What is needed. Go through the data below and copy each line where the word "Ataç" occurs.

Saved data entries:
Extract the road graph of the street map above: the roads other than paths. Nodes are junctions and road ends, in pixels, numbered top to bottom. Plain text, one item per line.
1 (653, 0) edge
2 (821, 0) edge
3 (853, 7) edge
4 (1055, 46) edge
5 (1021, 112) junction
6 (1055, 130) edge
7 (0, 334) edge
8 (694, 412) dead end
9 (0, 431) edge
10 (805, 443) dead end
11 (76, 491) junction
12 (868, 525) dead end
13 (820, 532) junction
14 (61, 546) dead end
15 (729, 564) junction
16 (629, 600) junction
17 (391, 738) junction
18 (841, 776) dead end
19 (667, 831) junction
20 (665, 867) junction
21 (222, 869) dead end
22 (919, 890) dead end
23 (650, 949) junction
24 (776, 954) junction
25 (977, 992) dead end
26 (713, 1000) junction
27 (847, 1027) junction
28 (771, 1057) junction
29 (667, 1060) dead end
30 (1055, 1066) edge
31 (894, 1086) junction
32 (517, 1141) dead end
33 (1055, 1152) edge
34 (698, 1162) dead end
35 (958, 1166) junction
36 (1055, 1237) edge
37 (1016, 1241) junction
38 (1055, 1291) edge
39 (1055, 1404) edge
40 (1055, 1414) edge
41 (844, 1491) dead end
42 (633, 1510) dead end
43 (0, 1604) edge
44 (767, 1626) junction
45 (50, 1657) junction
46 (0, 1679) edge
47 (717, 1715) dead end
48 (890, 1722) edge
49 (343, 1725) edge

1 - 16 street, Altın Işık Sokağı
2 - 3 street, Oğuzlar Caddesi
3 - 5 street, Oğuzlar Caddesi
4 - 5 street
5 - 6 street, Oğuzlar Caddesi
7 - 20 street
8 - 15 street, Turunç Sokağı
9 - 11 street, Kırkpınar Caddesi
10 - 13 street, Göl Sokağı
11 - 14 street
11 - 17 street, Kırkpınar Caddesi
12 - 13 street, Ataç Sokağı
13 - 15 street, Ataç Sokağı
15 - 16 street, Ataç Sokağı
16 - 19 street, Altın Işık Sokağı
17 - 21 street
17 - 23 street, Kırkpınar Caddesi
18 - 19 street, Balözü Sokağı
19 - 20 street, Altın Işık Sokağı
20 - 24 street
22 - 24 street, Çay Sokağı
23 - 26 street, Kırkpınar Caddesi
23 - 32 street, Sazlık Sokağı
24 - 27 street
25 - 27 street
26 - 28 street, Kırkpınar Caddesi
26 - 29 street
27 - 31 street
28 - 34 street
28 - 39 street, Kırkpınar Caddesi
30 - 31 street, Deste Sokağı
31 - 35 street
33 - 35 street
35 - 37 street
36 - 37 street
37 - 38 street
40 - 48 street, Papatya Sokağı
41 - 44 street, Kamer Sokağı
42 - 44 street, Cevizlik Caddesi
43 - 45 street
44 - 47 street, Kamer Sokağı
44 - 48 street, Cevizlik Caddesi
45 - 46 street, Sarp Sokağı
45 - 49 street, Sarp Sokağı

Answer box.
12 - 13 street, Ataç Sokağı
13 - 15 street, Ataç Sokağı
15 - 16 street, Ataç Sokağı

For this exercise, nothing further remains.